About this exercise:
Print the full listing exactly.

*** Extracted entries Section Begins ***

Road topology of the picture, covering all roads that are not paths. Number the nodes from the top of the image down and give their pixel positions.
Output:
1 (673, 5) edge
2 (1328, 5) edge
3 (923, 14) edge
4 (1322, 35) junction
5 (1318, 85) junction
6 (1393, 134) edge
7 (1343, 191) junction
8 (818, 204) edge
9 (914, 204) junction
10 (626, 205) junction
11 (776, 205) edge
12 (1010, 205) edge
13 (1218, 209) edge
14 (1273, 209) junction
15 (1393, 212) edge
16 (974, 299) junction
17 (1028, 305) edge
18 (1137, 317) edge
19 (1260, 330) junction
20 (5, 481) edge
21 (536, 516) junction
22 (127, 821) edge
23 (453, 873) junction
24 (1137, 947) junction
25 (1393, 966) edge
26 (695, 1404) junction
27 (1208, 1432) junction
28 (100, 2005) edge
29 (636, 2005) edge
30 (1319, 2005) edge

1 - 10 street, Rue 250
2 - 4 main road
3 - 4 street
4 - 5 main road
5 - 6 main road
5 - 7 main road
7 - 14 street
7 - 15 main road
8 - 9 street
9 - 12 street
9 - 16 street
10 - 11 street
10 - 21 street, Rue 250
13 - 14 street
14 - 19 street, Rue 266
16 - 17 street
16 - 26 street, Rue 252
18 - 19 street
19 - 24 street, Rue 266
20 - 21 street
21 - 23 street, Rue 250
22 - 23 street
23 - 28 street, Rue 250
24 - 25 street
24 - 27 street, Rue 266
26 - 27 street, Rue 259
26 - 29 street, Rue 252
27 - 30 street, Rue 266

*** Extracted entries Section Ends ***

Answer to this problem:
Road topology of the picture, covering all roads that are not paths. Number the nodes from the top of the image down and give their pixel positions.
Output:
1 (673, 5) edge
2 (1328, 5) edge
3 (923, 14) edge
4 (1322, 35) junction
5 (1318, 85) junction
6 (1393, 134) edge
7 (1343, 191) junction
8 (818, 204) edge
9 (914, 204) junction
10 (626, 205) junction
11 (776, 205) edge
12 (1010, 205) edge
13 (1218, 209) edge
14 (1273, 209) junction
15 (1393, 212) edge
16 (974, 299) junction
17 (1028, 305) edge
18 (1137, 317) edge
19 (1260, 330) junction
20 (5, 481) edge
21 (536, 516) junction
22 (127, 821) edge
23 (453, 873) junction
24 (1137, 947) junction
25 (1393, 966) edge
26 (695, 1404) junction
27 (1208, 1432) junction
28 (100, 2005) edge
29 (636, 2005) edge
30 (1319, 2005) edge

1 - 10 street, Rue 250
2 - 4 main road
3 - 4 street
4 - 5 main road
5 - 6 main road
5 - 7 main road
7 - 14 street
7 - 15 main road
8 - 9 street
9 - 12 street
9 - 16 street
10 - 11 street
10 - 21 street, Rue 250
13 - 14 street
14 - 19 street, Rue 266
16 - 17 street
16 - 26 street, Rue 252
18 - 19 street
19 - 24 street, Rue 266
20 - 21 street
21 - 23 street, Rue 250
22 - 23 street
23 - 28 street, Rue 250
24 - 25 street
24 - 27 street, Rue 266
26 - 27 street, Rue 259
26 - 29 street, Rue 252
27 - 30 street, Rue 266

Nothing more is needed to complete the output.